[Problem requirements] The number of lines containing "Alkotmány" is the only answer wanted; work it out from the entries below.

[Records drawn from a dataset]
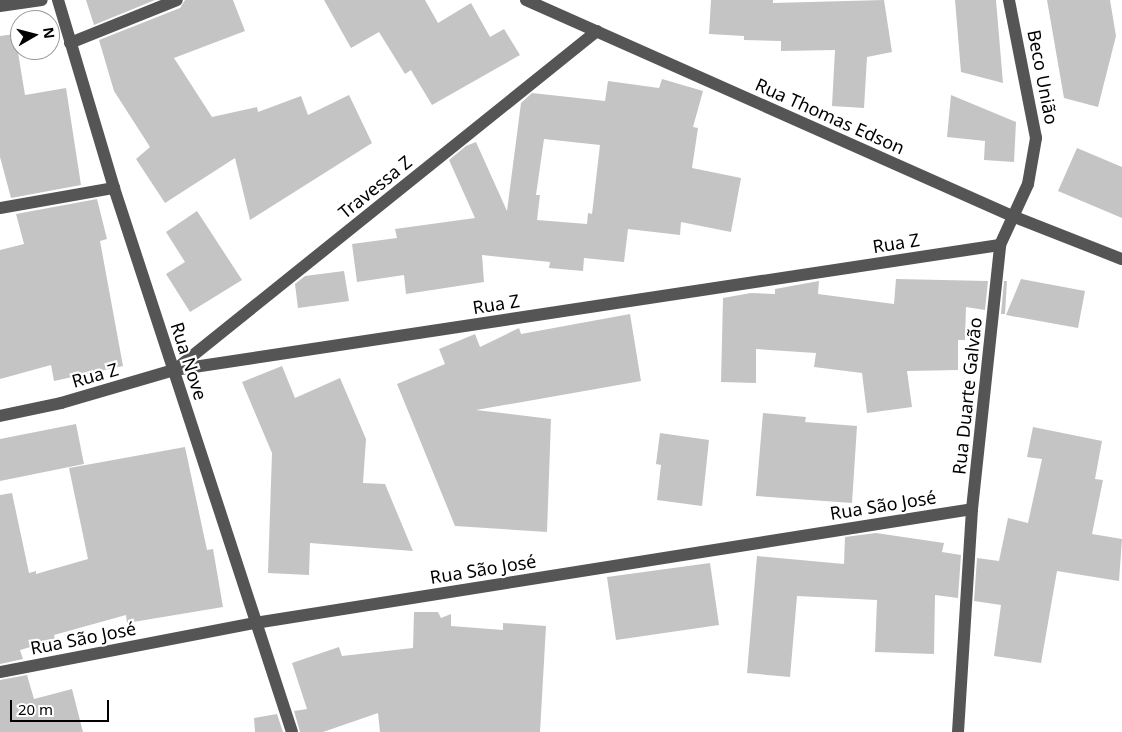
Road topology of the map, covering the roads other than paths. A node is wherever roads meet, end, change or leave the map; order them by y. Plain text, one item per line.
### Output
1 (42, 0) edge
2 (58, 0) edge
3 (177, 0) edge
4 (526, 0) edge
5 (1009, 0) edge
6 (0, 6) edge
7 (597, 31) junction
8 (70, 43) junction
9 (114, 188) junction
10 (0, 208) edge
11 (1012, 216) junction
12 (1000, 245) junction
13 (1122, 259) edge
14 (174, 370) junction
15 (0, 416) edge
16 (972, 509) junction
17 (255, 623) junction
18 (0, 672) edge
19 (292, 732) edge
20 (958, 732) edge

1 - 6 street
2 - 8 street, Rua Nove
3 - 8 street
4 - 7 street, Rua Thomas Edson
5 - 11 street, Beco União
7 - 11 street, Rua Thomas Edson
7 - 14 street, Travessa Z
8 - 9 street, Rua Nove
9 - 10 street
9 - 14 street, Rua Nove
11 - 12 street, Rua Duarte Galvão
11 - 13 street, Rua Thomas Edson
12 - 14 street, Rua Z
12 - 16 street, Rua Duarte Galvão
14 - 15 street, Rua Z
14 - 17 street, Rua Nove
16 - 17 street, Rua São José
16 - 20 street, Rua Duarte Galvão
17 - 18 street, Rua São José
17 - 19 street, Rua Nove

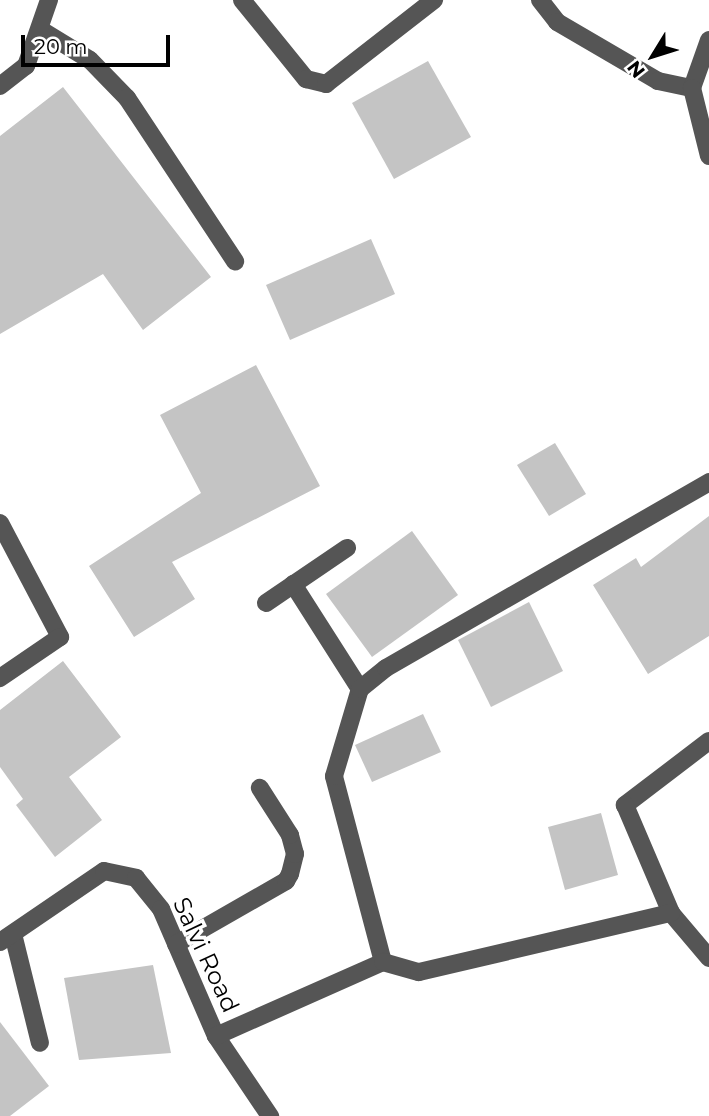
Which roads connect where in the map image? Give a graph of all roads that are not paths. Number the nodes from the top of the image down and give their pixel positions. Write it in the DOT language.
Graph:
graph roads {
  1 [pos="49,0"];
  2 [pos="242,0"];
  3 [pos="434,0"];
  4 [pos="540,0"];
  5 [pos="41,30"];
  6 [pos="709,40"];
  7 [pos="0,86"];
  8 [pos="692,88"];
  9 [pos="709,156"];
  10 [pos="235,261"];
  11 [pos="709,482"];
  12 [pos="0,523"];
  13 [pos="347,548"];
  14 [pos="293,584"];
  15 [pos="265,603"];
  16 [pos="0,678"];
  17 [pos="360,689"];
  18 [pos="709,741"];
  19 [pos="260,788"];
  20 [pos="671,913"];
  21 [pos="6,938"];
  22 [pos="176,944"];
  23 [pos="709,958"];
  24 [pos="383,962"];
  25 [pos="216,1036"];
  26 [pos="40,1043"];
  27 [pos="270,1116"];
  1 -- 5 [label="street"];
  2 -- 3 [label="street"];
  4 -- 8 [label="street"];
  5 -- 7 [label="street"];
  5 -- 10 [label="street"];
  6 -- 8 [label="street"];
  8 -- 9 [label="street"];
  11 -- 17 [label="street"];
  12 -- 16 [label="street"];
  13 -- 14 [label="street"];
  14 -- 15 [label="street"];
  14 -- 17 [label="street"];
  17 -- 24 [label="street"];
  18 -- 20 [label="street"];
  19 -- 22 [label="street"];
  20 -- 23 [label="street"];
  20 -- 24 [label="street"];
  21 -- 22 [label="street, Salvi Road"];
  21 -- 26 [label="street"];
  22 -- 25 [label="street, Salvi Road"];
  24 -- 25 [label="street"];
  25 -- 27 [label="street, Salvi Road"];
}
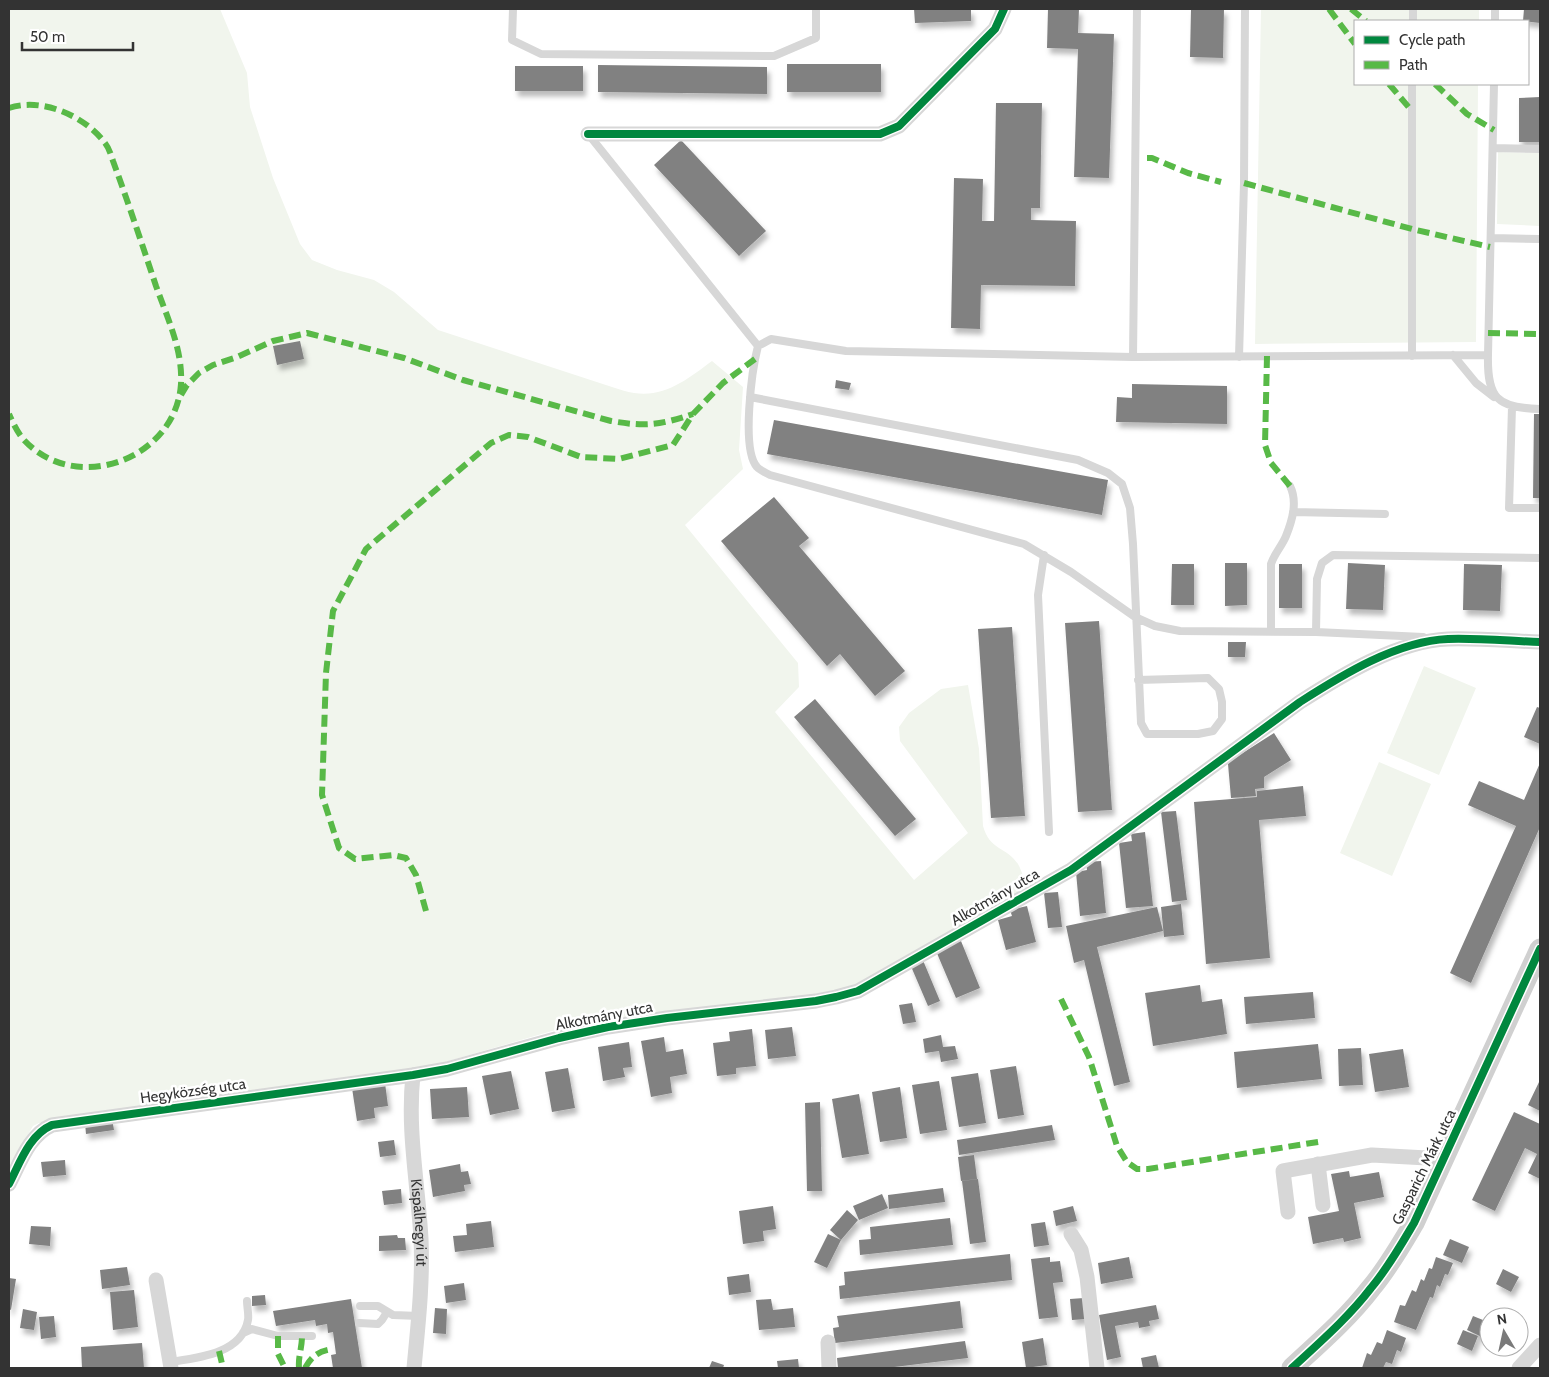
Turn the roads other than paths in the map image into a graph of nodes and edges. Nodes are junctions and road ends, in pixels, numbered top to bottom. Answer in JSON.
{"nodes":[{"id":1,"x":512,"y":9,"type":"edge"},
{"id":2,"x":816,"y":9,"type":"edge"},
{"id":3,"x":1004,"y":9,"type":"edge"},
{"id":4,"x":1137,"y":9,"type":"edge"},
{"id":5,"x":1246,"y":9,"type":"edge"},
{"id":6,"x":1412,"y":85,"type":"edge"},
{"id":7,"x":1494,"y":85,"type":"edge"},
{"id":8,"x":588,"y":134,"type":"joint"},
{"id":9,"x":1493,"y":148,"type":"junction"},
{"id":10,"x":1540,"y":149,"type":"edge"},
{"id":11,"x":1491,"y":238,"type":"junction"},
{"id":12,"x":1540,"y":239,"type":"edge"},
{"id":13,"x":758,"y":346,"type":"junction"},
{"id":14,"x":1488,"y":355,"type":"junction"},
{"id":15,"x":1412,"y":356,"type":"junction"},
{"id":16,"x":1453,"y":356,"type":"junction"},
{"id":17,"x":1239,"y":357,"type":"junction"},
{"id":18,"x":1133,"y":358,"type":"junction"},
{"id":19,"x":750,"y":397,"type":"junction"},
{"id":20,"x":1498,"y":400,"type":"junction"},
{"id":21,"x":1512,"y":407,"type":"junction"},
{"id":22,"x":1540,"y":409,"type":"edge"},
{"id":23,"x":1290,"y":486,"type":"dead end"},
{"id":24,"x":1540,"y":508,"type":"edge"},
{"id":25,"x":1293,"y":512,"type":"junction"},
{"id":26,"x":1386,"y":514,"type":"dead end"},
{"id":27,"x":1044,"y":555,"type":"junction"},
{"id":28,"x":1540,"y":558,"type":"edge"},
{"id":29,"x":1135,"y":617,"type":"junction"},
{"id":30,"x":1271,"y":631,"type":"junction"},
{"id":31,"x":1316,"y":632,"type":"junction"},
{"id":32,"x":1446,"y":639,"type":"junction"},
{"id":33,"x":1540,"y":642,"type":"edge"},
{"id":34,"x":1138,"y":680,"type":"junction"},
{"id":35,"x":1049,"y":832,"type":"dead end"},
{"id":36,"x":1540,"y":949,"type":"edge"},
{"id":37,"x":413,"y":1075,"type":"junction"},
{"id":38,"x":1443,"y":1162,"type":"junction"},
{"id":39,"x":1318,"y":1164,"type":"junction"},
{"id":40,"x":9,"y":1184,"type":"edge"},
{"id":41,"x":1323,"y":1205,"type":"dead end"},
{"id":42,"x":1288,"y":1212,"type":"dead end"},
{"id":43,"x":1071,"y":1234,"type":"dead end"},
{"id":44,"x":156,"y":1280,"type":"dead end"},
{"id":45,"x":246,"y":1301,"type":"dead end"},
{"id":46,"x":360,"y":1306,"type":"dead end"},
{"id":47,"x":387,"y":1312,"type":"junction"},
{"id":48,"x":419,"y":1316,"type":"junction"},
{"id":49,"x":359,"y":1323,"type":"dead end"},
{"id":50,"x":243,"y":1332,"type":"junction"},
{"id":51,"x":312,"y":1336,"type":"dead end"},
{"id":52,"x":828,"y":1342,"type":"dead end"},
{"id":53,"x":1540,"y":1345,"type":"edge"},
{"id":54,"x":171,"y":1365,"type":"edge"},
{"id":55,"x":414,"y":1368,"type":"edge"},
{"id":56,"x":829,"y":1368,"type":"edge"},
{"id":57,"x":1097,"y":1368,"type":"edge"},
{"id":58,"x":1292,"y":1368,"type":"edge"},
{"id":59,"x":1519,"y":1368,"type":"edge"}],
"edges":[{"from":1,"to":2,"type":"lane"},
{"from":3,"to":8,"type":"street"},
{"from":4,"to":18,"type":"lane"},
{"from":5,"to":17,"type":"lane"},
{"from":6,"to":15,"type":"lane"},
{"from":7,"to":9,"type":"lane"},
{"from":8,"to":13,"type":"lane"},
{"from":9,"to":10,"type":"lane"},
{"from":9,"to":11,"type":"lane"},
{"from":11,"to":12,"type":"lane"},
{"from":11,"to":14,"type":"lane"},
{"from":13,"to":18,"type":"lane"},
{"from":13,"to":19,"type":"lane"},
{"from":14,"to":16,"type":"lane"},
{"from":14,"to":20,"type":"lane"},
{"from":15,"to":16,"type":"lane"},
{"from":15,"to":17,"type":"lane"},
{"from":16,"to":20,"type":"lane"},
{"from":17,"to":18,"type":"lane"},
{"from":19,"to":27,"type":"lane"},
{"from":19,"to":29,"type":"lane"},
{"from":20,"to":21,"type":"lane"},
{"from":21,"to":22,"type":"lane"},
{"from":21,"to":24,"type":"lane"},
{"from":23,"to":25,"type":"lane"},
{"from":25,"to":26,"type":"lane"},
{"from":25,"to":30,"type":"lane"},
{"from":27,"to":29,"type":"lane"},
{"from":27,"to":35,"type":"lane"},
{"from":28,"to":31,"type":"lane"},
{"from":29,"to":30,"type":"lane"},
{"from":29,"to":34,"type":"lane"},
{"from":30,"to":31,"type":"lane"},
{"from":31,"to":32,"type":"lane"},
{"from":32,"to":33,"type":"street","name":"Alkotmány utca"},
{"from":32,"to":37,"type":"street","name":"Alkotmány utca"},
{"from":34,"to":34,"type":"lane"},
{"from":36,"to":38,"type":"street","name":"Gasparich Márk utca"},
{"from":37,"to":40,"type":"street","name":"Hegyközség utca"},
{"from":37,"to":48,"type":"street","name":"Kispálhegyi út"},
{"from":38,"to":39,"type":"street"},
{"from":38,"to":58,"type":"street","name":"Gasparich Márk utca"},
{"from":39,"to":41,"type":"street"},
{"from":39,"to":42,"type":"street"},
{"from":43,"to":57,"type":"street"},
{"from":44,"to":54,"type":"street"},
{"from":45,"to":50,"type":"lane"},
{"from":46,"to":47,"type":"lane"},
{"from":47,"to":48,"type":"lane"},
{"from":47,"to":49,"type":"lane"},
{"from":48,"to":55,"type":"street","name":"Kispálhegyi út"},
{"from":50,"to":51,"type":"lane"},
{"from":50,"to":54,"type":"lane"},
{"from":52,"to":56,"type":"street"},
{"from":53,"to":59,"type":"street"}]}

[Reply] 2